At your command line

tl;dr: The deno CLI now includes commands to work with Deno Deploy

Deploy Classic has the deployctl utility to perform a variety of admin tasks, but the new iteration of Deno Deploy brings things closer to the deno runtime so there is no need to install additional tools.

Now, just by having the Deno CLI installed, you’ll have commands like deno deploy at your fingertips which lets you… well… deploy to Deno Deploy among other things.

You can also use this to manage your project’s environment variables and other configurations, push code to preview builds or the production environment, and more.

Connect environments with tunnel

tl;dr: You can close the gap between your local and production environments

One goal of the recent evolutions to Deno Deploy has been to improve the development efficiency on projects. A huge part of that can come from reducing the friction when developing locally, and closing the perceived logical gap between local and production environments.

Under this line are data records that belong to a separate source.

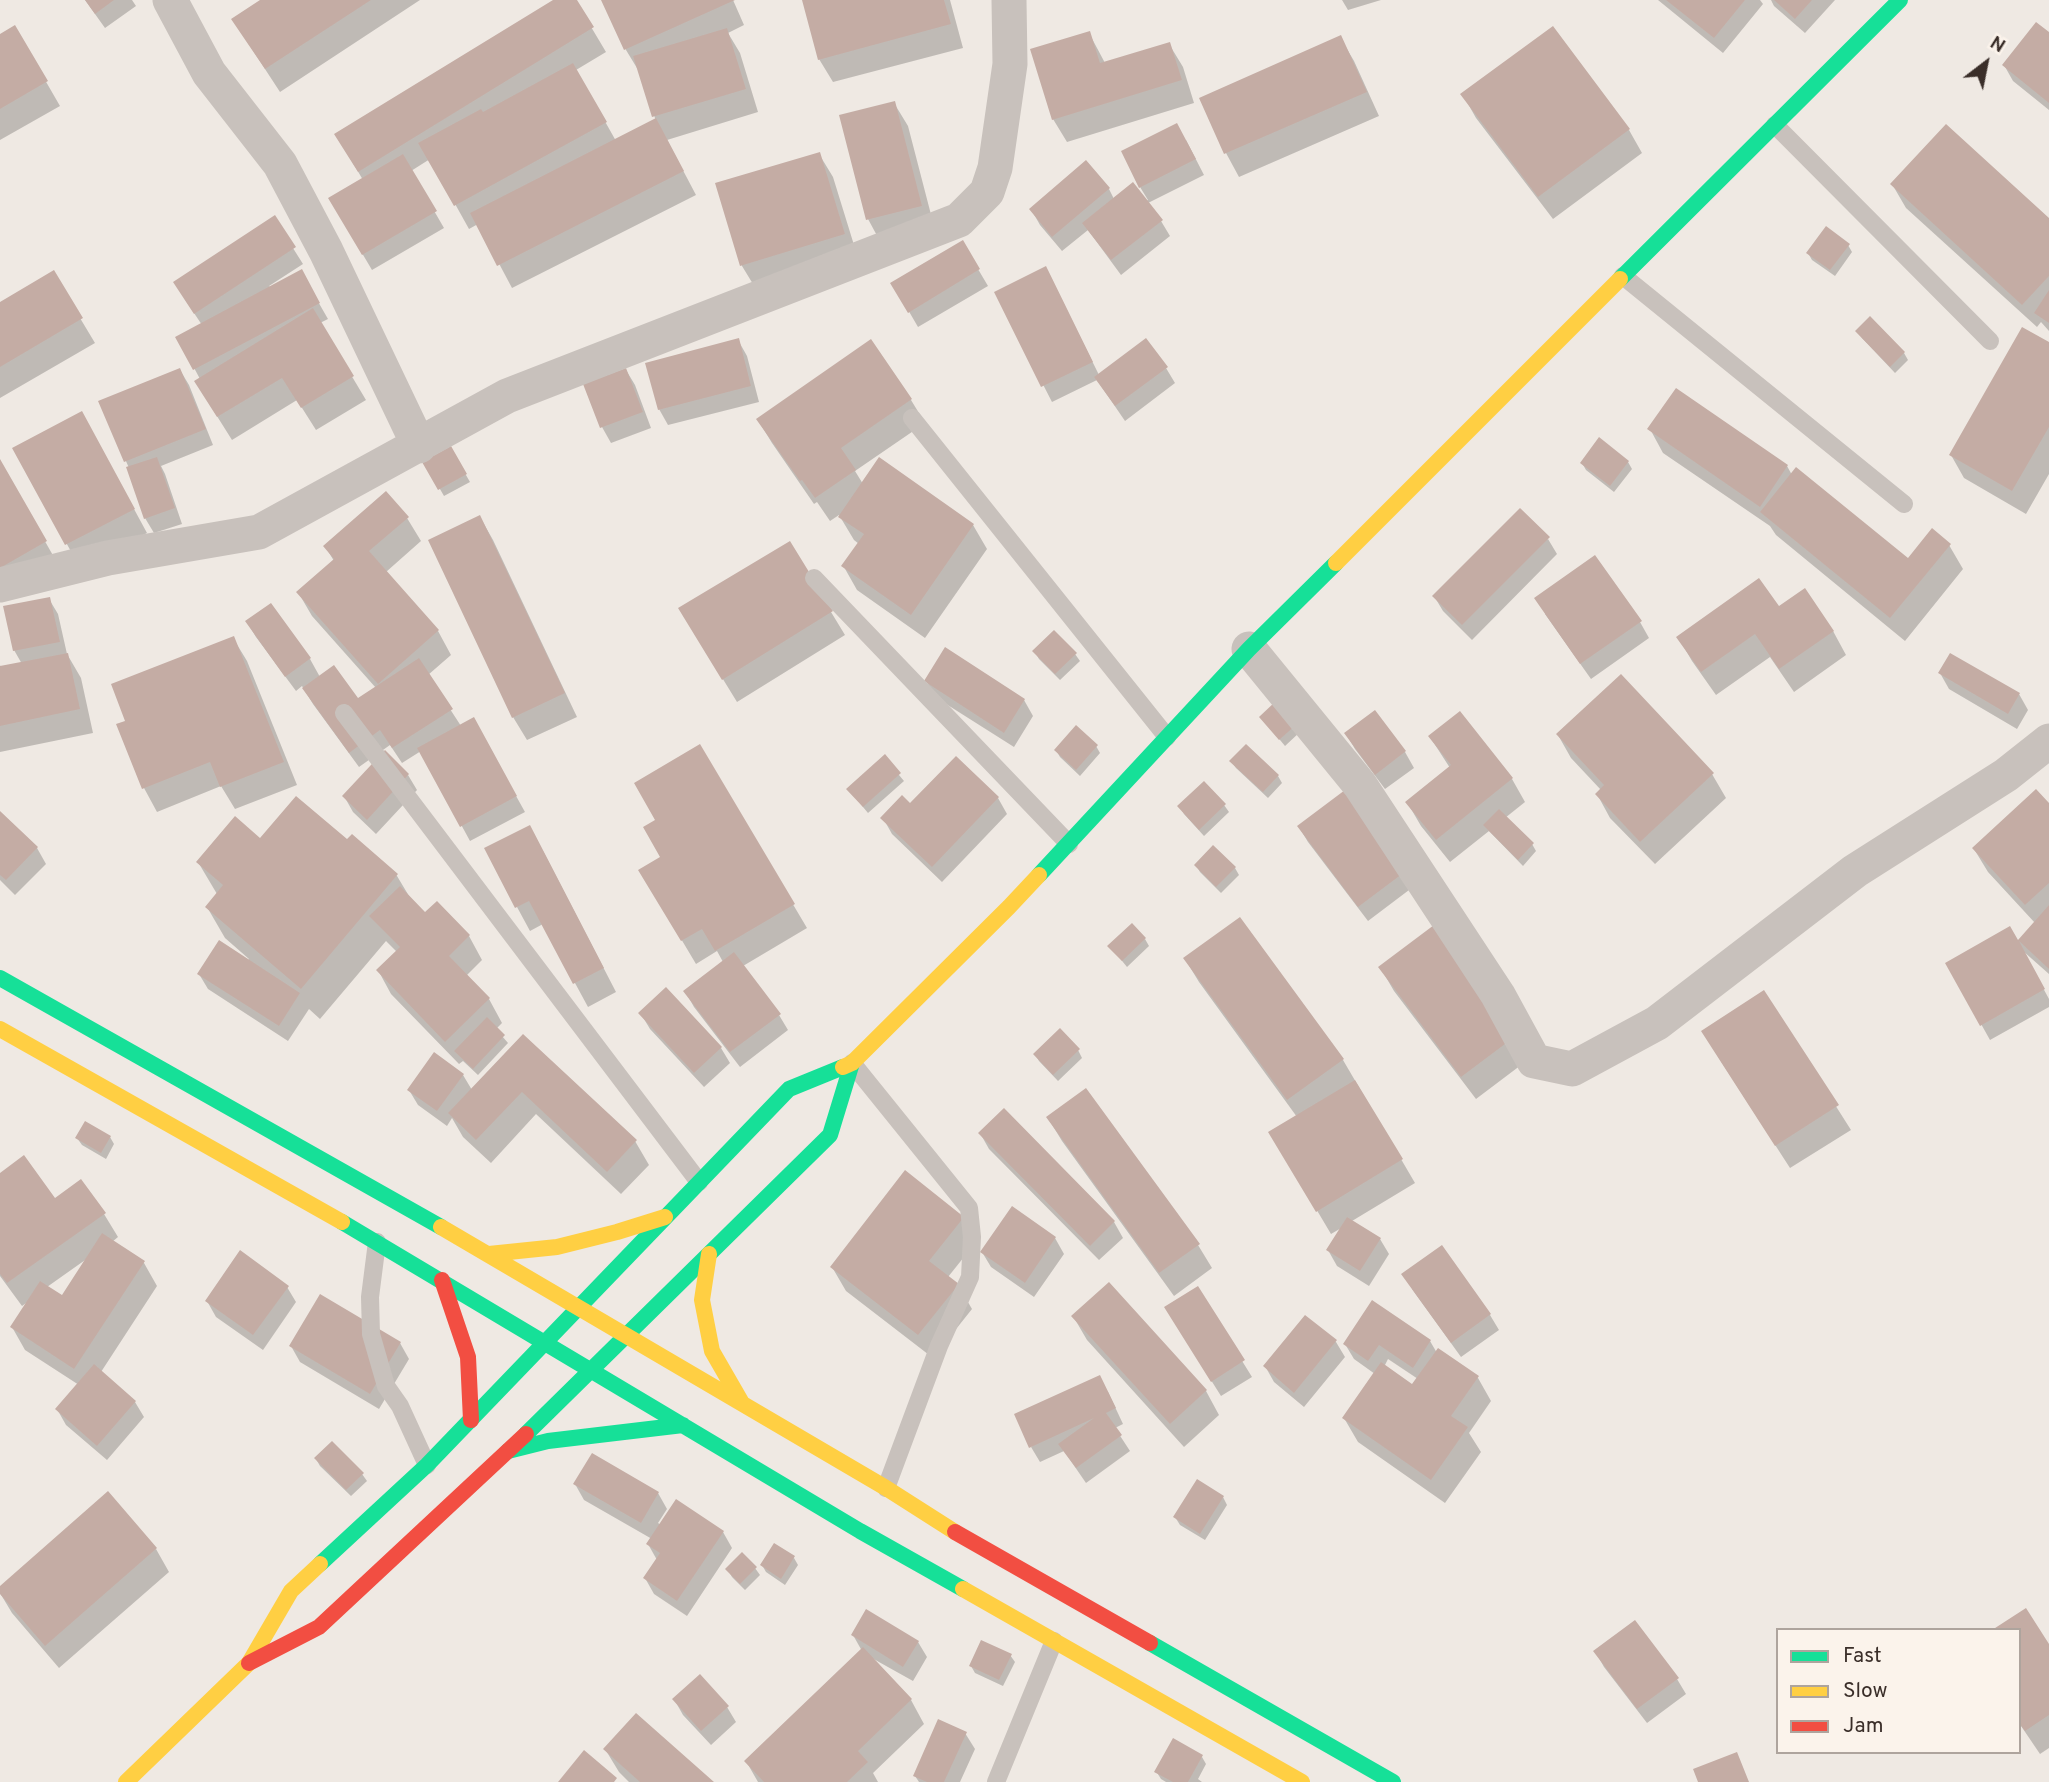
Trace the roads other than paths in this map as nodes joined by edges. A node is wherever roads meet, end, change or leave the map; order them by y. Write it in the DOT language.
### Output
graph roads {
  1 [pos="170,0"];
  2 [pos="1009,0"];
  3 [pos="1900,0"];
  4 [pos="1775,125"];
  5 [pos="1623,276"];
  6 [pos="1990,341"];
  7 [pos="912,418"];
  8 [pos="419,446"];
  9 [pos="1904,504"];
  10 [pos="814,578"];
  11 [pos="0,584"];
  12 [pos="1249,649"];
  13 [pos="344,713"];
  14 [pos="1167,737"];
  15 [pos="2049,741"];
  16 [pos="1069,844"];
  17 [pos="0,978"];
  18 [pos="0,1030"];
  19 [pos="852,1063"];
  20 [pos="699,1182"];
  21 [pos="665,1217"];
  22 [pos="377,1242"];
  23 [pos="489,1254"];
  24 [pos="709,1254"];
  25 [pos="442,1280"];
  26 [pos="579,1308"];
  27 [pos="628,1336"];
  28 [pos="547,1343"];
  29 [pos="591,1371"];
  30 [pos="743,1404"];
  31 [pos="471,1420"];
  32 [pos="683,1425"];
  33 [pos="508,1451"];
  34 [pos="427,1465"];
  35 [pos="886,1488"];
  36 [pos="1054,1641"];
  37 [pos="249,1663"];
  38 [pos="126,1782"];
  39 [pos="996,1782"];
  40 [pos="1302,1782"];
  41 [pos="1393,1782"];
  1 -- 8 [label="street"];
  2 -- 8 [label="street"];
  3 -- 4 [label="main road"];
  4 -- 5 [label="main road"];
  4 -- 6 [label="lane"];
  5 -- 9 [label="lane"];
  5 -- 12 [label="main road"];
  7 -- 14 [label="lane"];
  8 -- 11 [label="street"];
  10 -- 16 [label="lane"];
  12 -- 14 [label="main road"];
  12 -- 15 [label="street"];
  13 -- 20 [label="lane"];
  14 -- 16 [label="main road"];
  16 -- 19 [label="main road"];
  17 -- 23 [label="main road"];
  18 -- 22 [label="main road"];
  19 -- 20 [label="main road"];
  19 -- 24 [label="main road"];
  19 -- 35 [label="lane"];
  20 -- 21 [label="main road"];
  21 -- 23 [label="main road"];
  21 -- 26 [label="main road"];
  22 -- 25 [label="main road"];
  22 -- 34 [label="lane"];
  23 -- 26 [label="main road"];
  24 -- 27 [label="main road"];
  24 -- 30 [label="main road"];
  25 -- 28 [label="main road"];
  25 -- 31 [label="main road"];
  26 -- 27 [label="main road"];
  26 -- 28 [label="main road"];
  27 -- 29 [label="main road"];
  27 -- 30 [label="main road"];
  28 -- 29 [label="main road"];
  28 -- 31 [label="main road"];
  29 -- 32 [label="main road"];
  29 -- 33 [label="main road"];
  30 -- 35 [label="main road"];
  31 -- 34 [label="main road"];
  32 -- 33 [label="main road"];
  32 -- 36 [label="main road"];
  33 -- 37 [label="main road"];
  34 -- 37 [label="main road"];
  35 -- 41 [label="main road"];
  36 -- 39 [label="lane"];
  36 -- 40 [label="main road"];
  37 -- 38 [label="main road"];
}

In short, please, please let my local work be a good facsimile of what happens in staging and production environments!

The --tunnel flag connects your local environment to your application in Deno Deploy to enable a few handy things:

  • Access the centrally managed environment variable, which eliminates the need to distribute these to the team in order for them to get their local builds working
  • Serve your local version on a public URL for easier sharing, reviewing, and debugging
  • Stream logs and traces directly back to your local terminal for easier observability during development
Tunnel in the terminal
The --tunnel option lets you share a link to your app running locally

The --tunnel option is available to the run and task commands. Over time, you can expect it to become even more powerful as more utilities are added.

Connect your apps to AWS and GCP

tl;dr: Cloud Connect simplifies your code when connecting to different cloud services

Often we have to use resources in AWS and GCP, but it can be a pain to manually juggle credentials and configurations.

With our new Cloud Connections, you can configure an OIDC connection with your provider, then use them more simply in your code. This is another example of ways the platform can remove friction for developers, and make it easier to manage and reason about external services.

Cloud connection UI
Cloud Connections take the authentication and configuration burden out of your application code
const BUCKET_NAME = "dry-pheasant-52";
const s3 = new S3Client({
  region: "us-east-2",
});

Playgrounds

tl;dr: Play with code and explore the results in the browser. Our Playgrounds got better!

There have been some big power-ups to playgrounds in their new incarnation. Playgrounds offer an in-browser code editor which deploys every time you save your changes. Now they support multiple files, and have become a simple way to explore a concept, test some code, and inspect the results all without leaving your browser tab.

Playground view
Playgrounds have a file explorer and code editor, along with a preview and HTTP explorer

Playgrounds get built and deployed to Deno Deploy and give you the same logs and traces as your regular Deno applications, and also provide an HTTP explorer to help you test your projects.

I find it a very handy way to test APIs that I’m experimenting with. The ability to test different HTTP methods and control HTTP headers from the built-in HTTP explorer is so useful.

Playgrounds are now moved under the Applications tab in the console, and I happen to know that there are more interesting developments coming to Playgrounds before too long which will make them even more useful. I recommend you watch out for those!

Making it easier to try Deno Deploy

tl;dr: Deploy automatically applies integrations and presets according to your project code

We also want to make it simple to get a project onto Deno Deploy. Whether you are just exploring to see what the fuss is about, starting a new project, or migrating from somewhere else.

When linking your repo to setup a new application in Deno Deploy, it will inspect that code to detect major tools and frameworks and optimise the environment accordingly. We have a variety of integrations and optimisations to help set things up smoothly and get the best from the environment for your application.

Framework presets
You can choose form a variety of integrations and presets

It’s also easy to create starter templates for your organisation or create an application from an existing code repo with Deploy buttons. These are just hyperlinks to our app creation page with some configuration parameters.

  • Deploy on Deno — A simple hello world site
  • Deploy on Deno — A next.js project
  • Deploy on Deno — A Fresh project
  • Deploy on Deno — An Astro project

Try one for yourself above to get a simple example site started, or see how you could create a set of project scaffolds for your team to use for bootstrapping projects by taking a look at the docs for our Deploy Button.

What’s next?

This is just a small sampling of what is available on Deno Deploy. The best way to get a real feel for how the platform is evolving is to try it.

Deploying one of the simple starter templates above can be an easy way to get a little application up and running so you have something to explore. You can sign up, create an orgnization and some apps, and start deploying things for free.

There are lots more things coming soon to the platform to help you build, deploy, and manage your web applications. I’m pretty excited about the developments happening under the surface to support some great new tools and ways for you to run code as part of your web stack.